ヤマトホールディングスは8月13日、神奈川県愛甲郡で今月11日より稼働を開始した関東の新物流拠点「厚木ゲートウェイ」を報道陣に公開した。

厚木ゲートウェイは、同社にとって第3のイノベーションと位置付けている「バリュー・ネットワーキング」構想の一端を担う多機能スーパーハブ。ちなみに、同社にとって第1のイノベーションは東京~横浜間で1929年に開始した定期積み合わせ輸送の「路線事業」。第2のイノベーションは、1976年に開始した小口貨物の特急宅配システム「宅急便」だという。

多機能スーパーハブは、厚木ゲートウェイのほかに、9月下旬より稼働開始となる「羽田クロノゲート」と、既に稼働を開始している「沖縄国際物流ハブ」、そして2016年までに稼働開始となる中部、関西ゲートウェイの5拠点が展開される予定。

ヤマトは、「バリュー・ネットワーキング」構想において、ヤマトの物流ネットワークを革新することで、物流を「バリューを生み出す手段」へ進化させるという目標を掲げている。これは、同社の宅配便取扱個数の拡大という目標だけではなく、一次、二次産業のコスト削減や国際競争力の向上に貢献し、日本経済の成長を手助けしたいという思いも込められているという。

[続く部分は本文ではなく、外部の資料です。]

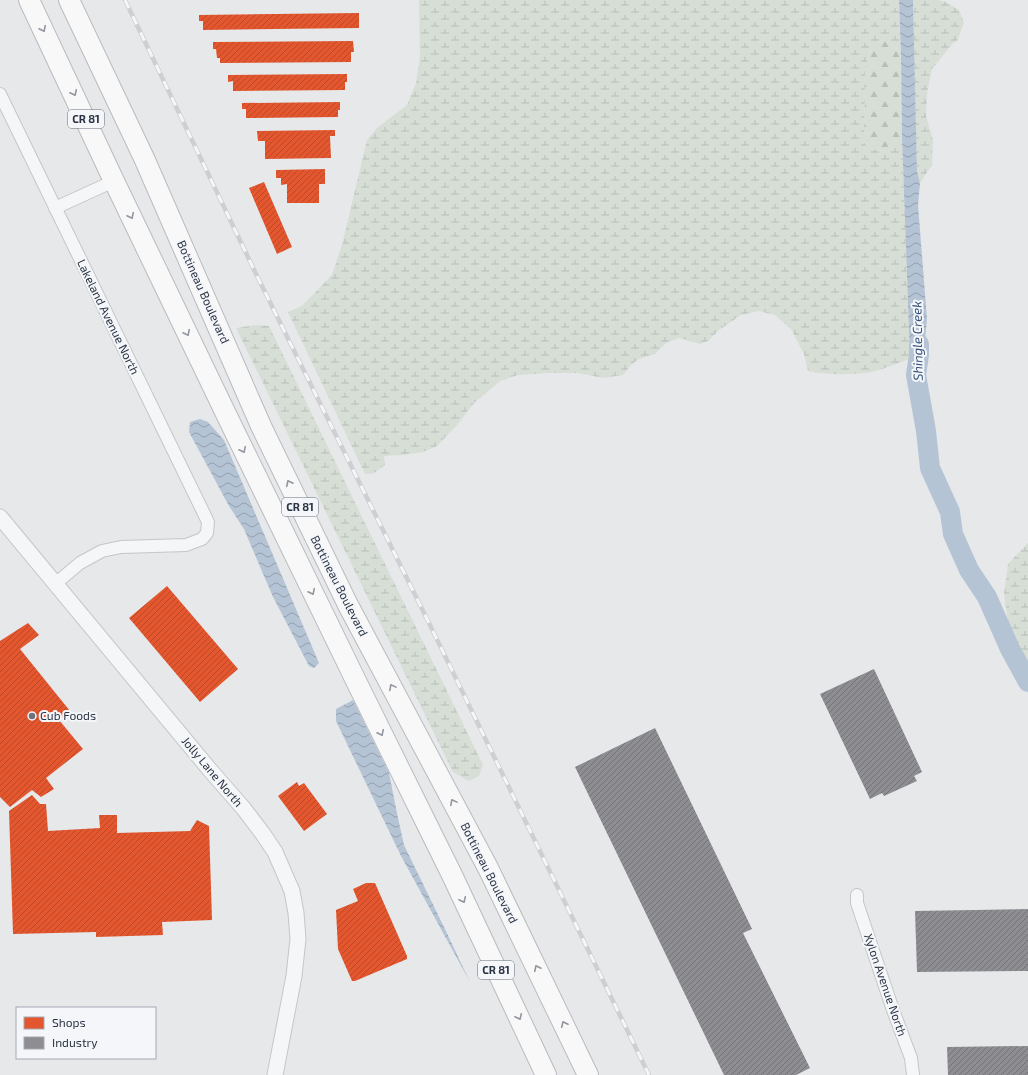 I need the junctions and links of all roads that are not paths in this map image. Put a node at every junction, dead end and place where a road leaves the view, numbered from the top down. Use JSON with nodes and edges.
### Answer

物流ネットワークの革新は、大きく2点にまとめられる。

1点目は国内における物流革新。これまでの3大都市圏間の幹線輸送は、集荷した荷物を夕方まで各都市圏でプールしておき、1日に1回の輸送でまとめて荷物の搬送を行っていた。しかし、厚木、中部、関西という3つのゲートウェイが完成した場合、それぞれの拠点へ常に荷物を集約。ゲートウェイ間を日中の時間帯から高い頻度で幹線輸送を行うことで、三大都市圏間の当日配達を実現するという。

現時点では関西、中部ゲートウェイが未着工となっているが、厚木ゲートウェイの稼働によって三大都市圏間の当日配達トライアルを準備しているという。年明けかそれよりも早い段階でトライアルを開始するとしており、残る2つのゲートウェイについても計画の前倒しを示唆していた。

一方、2点目の革新は海外への配送だ。9月より稼働を開始する「羽田クロノゲート」は、陸海空の要所が近隣にあることから、ヤマトでは海外と国内の"結節点"として最適な立地としている拠点。立地に加えて、厚木ゲートウェイなどにも導入されている最新鋭の設備機器を導入することで、24時間稼働し続けることが可能になっている。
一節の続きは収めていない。